## WHAT THE EXERCISE ASKS
State how many lines in the records below contain the string "Avenida", and give nothing besides that number.

## Data extracted from a collection
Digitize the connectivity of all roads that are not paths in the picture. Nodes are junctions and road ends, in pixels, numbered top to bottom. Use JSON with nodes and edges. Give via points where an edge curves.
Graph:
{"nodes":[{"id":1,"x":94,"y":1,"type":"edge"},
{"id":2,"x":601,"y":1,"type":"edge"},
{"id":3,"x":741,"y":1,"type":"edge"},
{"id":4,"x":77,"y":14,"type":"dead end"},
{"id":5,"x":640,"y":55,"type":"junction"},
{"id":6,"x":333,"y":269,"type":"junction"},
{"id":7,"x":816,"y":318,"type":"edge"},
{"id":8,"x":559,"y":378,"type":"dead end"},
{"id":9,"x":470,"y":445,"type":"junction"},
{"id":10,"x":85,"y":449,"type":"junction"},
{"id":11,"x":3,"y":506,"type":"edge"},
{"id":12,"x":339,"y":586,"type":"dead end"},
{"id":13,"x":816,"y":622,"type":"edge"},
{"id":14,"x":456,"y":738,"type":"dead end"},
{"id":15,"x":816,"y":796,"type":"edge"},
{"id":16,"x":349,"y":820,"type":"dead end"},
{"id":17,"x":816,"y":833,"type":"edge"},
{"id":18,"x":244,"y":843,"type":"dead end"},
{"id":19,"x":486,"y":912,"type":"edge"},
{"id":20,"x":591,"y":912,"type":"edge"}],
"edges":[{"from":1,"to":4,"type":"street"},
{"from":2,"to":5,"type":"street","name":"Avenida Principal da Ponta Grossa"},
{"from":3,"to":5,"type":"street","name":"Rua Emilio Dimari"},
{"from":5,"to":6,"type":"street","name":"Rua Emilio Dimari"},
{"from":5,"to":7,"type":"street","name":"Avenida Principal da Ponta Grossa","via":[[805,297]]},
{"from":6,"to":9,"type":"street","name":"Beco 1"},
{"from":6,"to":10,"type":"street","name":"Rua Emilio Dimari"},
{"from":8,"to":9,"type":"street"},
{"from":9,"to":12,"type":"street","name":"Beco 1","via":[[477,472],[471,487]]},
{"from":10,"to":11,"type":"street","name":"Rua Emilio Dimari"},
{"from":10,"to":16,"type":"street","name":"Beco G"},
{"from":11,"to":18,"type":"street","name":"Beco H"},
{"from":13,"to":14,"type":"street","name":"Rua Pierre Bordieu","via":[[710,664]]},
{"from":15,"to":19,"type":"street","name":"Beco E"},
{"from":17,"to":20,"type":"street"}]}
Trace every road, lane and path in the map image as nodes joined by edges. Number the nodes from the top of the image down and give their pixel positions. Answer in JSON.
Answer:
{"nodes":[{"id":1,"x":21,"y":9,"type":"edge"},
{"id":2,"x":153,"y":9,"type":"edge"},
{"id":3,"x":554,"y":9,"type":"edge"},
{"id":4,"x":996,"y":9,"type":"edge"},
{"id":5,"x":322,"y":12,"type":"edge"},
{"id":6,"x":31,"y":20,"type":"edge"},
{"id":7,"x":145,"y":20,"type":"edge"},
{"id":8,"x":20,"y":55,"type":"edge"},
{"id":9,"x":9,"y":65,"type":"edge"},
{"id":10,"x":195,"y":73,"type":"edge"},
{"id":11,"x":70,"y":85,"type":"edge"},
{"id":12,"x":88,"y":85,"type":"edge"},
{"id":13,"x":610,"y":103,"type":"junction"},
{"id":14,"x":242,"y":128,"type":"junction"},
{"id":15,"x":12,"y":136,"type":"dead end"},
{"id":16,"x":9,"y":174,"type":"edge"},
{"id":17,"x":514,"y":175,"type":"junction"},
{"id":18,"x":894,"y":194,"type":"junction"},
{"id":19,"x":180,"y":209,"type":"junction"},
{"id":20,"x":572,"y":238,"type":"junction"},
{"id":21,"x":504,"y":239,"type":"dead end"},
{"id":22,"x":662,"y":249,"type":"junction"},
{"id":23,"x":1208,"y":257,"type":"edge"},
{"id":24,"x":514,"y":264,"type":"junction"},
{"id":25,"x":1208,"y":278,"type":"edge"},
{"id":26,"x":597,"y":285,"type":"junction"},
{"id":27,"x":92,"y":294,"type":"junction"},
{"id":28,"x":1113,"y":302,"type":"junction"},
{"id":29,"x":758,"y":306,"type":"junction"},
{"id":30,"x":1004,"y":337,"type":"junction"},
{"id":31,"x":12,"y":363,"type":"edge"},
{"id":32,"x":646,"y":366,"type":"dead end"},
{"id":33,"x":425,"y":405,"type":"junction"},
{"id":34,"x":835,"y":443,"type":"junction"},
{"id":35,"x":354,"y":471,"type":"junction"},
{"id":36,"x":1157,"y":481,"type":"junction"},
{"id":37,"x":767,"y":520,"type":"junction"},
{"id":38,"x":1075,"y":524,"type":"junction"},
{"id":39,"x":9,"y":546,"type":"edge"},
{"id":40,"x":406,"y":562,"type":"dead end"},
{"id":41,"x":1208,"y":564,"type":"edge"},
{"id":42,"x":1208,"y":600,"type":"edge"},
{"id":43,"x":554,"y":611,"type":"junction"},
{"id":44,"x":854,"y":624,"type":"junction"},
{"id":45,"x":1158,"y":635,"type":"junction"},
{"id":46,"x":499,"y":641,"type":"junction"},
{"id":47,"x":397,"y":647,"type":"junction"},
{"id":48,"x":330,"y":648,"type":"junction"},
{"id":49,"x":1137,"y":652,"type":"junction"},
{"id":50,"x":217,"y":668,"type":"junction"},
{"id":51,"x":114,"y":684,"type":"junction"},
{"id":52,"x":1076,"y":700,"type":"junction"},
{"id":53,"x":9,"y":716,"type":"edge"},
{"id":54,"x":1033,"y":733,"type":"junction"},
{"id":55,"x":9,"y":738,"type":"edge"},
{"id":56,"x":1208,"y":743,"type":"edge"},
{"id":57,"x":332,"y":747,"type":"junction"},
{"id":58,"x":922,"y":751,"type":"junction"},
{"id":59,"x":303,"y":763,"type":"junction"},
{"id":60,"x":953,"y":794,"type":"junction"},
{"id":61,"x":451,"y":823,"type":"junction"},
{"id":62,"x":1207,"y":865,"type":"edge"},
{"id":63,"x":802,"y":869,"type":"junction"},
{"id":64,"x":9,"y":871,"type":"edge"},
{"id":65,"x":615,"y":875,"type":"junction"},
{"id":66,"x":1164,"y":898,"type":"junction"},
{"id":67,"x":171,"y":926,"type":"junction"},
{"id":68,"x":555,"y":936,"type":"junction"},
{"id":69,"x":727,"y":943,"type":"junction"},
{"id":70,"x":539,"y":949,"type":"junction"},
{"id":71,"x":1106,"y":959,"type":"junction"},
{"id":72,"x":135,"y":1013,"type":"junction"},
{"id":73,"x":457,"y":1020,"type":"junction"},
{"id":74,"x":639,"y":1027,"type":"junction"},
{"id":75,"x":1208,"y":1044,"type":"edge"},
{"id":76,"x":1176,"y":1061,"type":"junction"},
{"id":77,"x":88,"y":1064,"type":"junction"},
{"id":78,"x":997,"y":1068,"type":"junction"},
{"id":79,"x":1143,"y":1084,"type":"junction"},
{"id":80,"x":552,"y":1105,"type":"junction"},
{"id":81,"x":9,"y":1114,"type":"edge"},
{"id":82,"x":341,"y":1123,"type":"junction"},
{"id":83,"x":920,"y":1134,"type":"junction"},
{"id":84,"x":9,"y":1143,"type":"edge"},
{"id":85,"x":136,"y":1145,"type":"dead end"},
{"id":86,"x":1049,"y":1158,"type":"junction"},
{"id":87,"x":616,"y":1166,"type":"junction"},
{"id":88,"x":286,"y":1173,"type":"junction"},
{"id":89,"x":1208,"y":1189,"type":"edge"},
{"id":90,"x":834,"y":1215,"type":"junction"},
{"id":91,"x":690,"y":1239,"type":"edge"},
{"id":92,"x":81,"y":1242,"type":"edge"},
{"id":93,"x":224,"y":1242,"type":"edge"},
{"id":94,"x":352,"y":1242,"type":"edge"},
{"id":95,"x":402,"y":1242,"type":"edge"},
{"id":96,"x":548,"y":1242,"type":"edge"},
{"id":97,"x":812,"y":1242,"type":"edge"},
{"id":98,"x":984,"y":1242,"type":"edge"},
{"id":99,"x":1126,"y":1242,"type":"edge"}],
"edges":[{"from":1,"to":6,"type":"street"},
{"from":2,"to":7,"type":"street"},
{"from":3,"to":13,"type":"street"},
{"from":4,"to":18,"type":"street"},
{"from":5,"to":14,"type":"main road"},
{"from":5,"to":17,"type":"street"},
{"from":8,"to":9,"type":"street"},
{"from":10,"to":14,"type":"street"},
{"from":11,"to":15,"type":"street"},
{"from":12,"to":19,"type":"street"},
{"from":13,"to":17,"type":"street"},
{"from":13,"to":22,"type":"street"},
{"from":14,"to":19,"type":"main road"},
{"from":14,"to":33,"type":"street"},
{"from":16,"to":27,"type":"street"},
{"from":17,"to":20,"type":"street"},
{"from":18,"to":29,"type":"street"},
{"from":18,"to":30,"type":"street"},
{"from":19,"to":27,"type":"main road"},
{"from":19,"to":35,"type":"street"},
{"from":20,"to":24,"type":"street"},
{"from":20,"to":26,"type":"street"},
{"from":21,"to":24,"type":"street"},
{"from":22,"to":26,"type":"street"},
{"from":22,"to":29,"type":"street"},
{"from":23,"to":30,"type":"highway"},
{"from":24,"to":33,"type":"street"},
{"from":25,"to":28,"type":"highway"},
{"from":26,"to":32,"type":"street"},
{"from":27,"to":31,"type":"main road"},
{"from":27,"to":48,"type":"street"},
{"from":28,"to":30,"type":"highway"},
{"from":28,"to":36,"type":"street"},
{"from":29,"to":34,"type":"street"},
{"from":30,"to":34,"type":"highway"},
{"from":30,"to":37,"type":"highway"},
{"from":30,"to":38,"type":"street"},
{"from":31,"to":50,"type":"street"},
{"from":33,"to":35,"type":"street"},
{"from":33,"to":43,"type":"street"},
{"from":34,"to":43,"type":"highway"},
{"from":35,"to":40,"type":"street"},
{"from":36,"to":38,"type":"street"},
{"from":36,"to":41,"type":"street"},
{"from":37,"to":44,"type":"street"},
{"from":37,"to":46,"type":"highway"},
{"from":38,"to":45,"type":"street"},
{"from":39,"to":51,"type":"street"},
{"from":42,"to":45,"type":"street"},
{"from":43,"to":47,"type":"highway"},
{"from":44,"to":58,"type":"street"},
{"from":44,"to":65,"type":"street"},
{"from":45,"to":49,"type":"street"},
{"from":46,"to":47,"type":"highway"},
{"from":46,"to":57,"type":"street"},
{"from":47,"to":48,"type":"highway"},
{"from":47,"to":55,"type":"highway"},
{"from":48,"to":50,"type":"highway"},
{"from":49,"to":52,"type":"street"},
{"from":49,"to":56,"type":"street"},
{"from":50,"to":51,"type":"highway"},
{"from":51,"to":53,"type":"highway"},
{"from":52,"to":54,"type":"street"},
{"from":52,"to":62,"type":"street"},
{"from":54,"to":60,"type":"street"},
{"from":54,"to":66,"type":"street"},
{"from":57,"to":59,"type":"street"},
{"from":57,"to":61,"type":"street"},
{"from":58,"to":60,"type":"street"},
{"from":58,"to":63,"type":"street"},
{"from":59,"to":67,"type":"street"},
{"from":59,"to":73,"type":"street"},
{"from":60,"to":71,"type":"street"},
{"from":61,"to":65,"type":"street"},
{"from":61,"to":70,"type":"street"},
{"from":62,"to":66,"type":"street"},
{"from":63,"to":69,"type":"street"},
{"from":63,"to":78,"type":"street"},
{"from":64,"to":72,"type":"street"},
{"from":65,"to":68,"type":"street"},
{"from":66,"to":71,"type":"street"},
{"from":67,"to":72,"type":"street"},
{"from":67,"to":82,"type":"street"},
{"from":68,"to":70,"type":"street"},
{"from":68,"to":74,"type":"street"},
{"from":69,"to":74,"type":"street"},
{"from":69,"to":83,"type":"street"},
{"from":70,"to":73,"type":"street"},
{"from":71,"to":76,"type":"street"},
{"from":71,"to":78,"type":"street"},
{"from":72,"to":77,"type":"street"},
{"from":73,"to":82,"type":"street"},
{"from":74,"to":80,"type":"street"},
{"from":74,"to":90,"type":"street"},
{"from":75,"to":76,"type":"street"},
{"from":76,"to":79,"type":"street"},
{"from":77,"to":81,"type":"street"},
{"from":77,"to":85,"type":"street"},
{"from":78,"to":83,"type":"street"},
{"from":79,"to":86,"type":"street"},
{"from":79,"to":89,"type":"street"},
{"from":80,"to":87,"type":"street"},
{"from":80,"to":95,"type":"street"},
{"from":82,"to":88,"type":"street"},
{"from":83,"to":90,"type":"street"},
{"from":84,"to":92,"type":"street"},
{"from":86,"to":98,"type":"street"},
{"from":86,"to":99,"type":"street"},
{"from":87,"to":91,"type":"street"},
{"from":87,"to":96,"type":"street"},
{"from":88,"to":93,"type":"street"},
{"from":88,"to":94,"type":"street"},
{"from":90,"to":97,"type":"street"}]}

## RESULT OF THIS TASK
2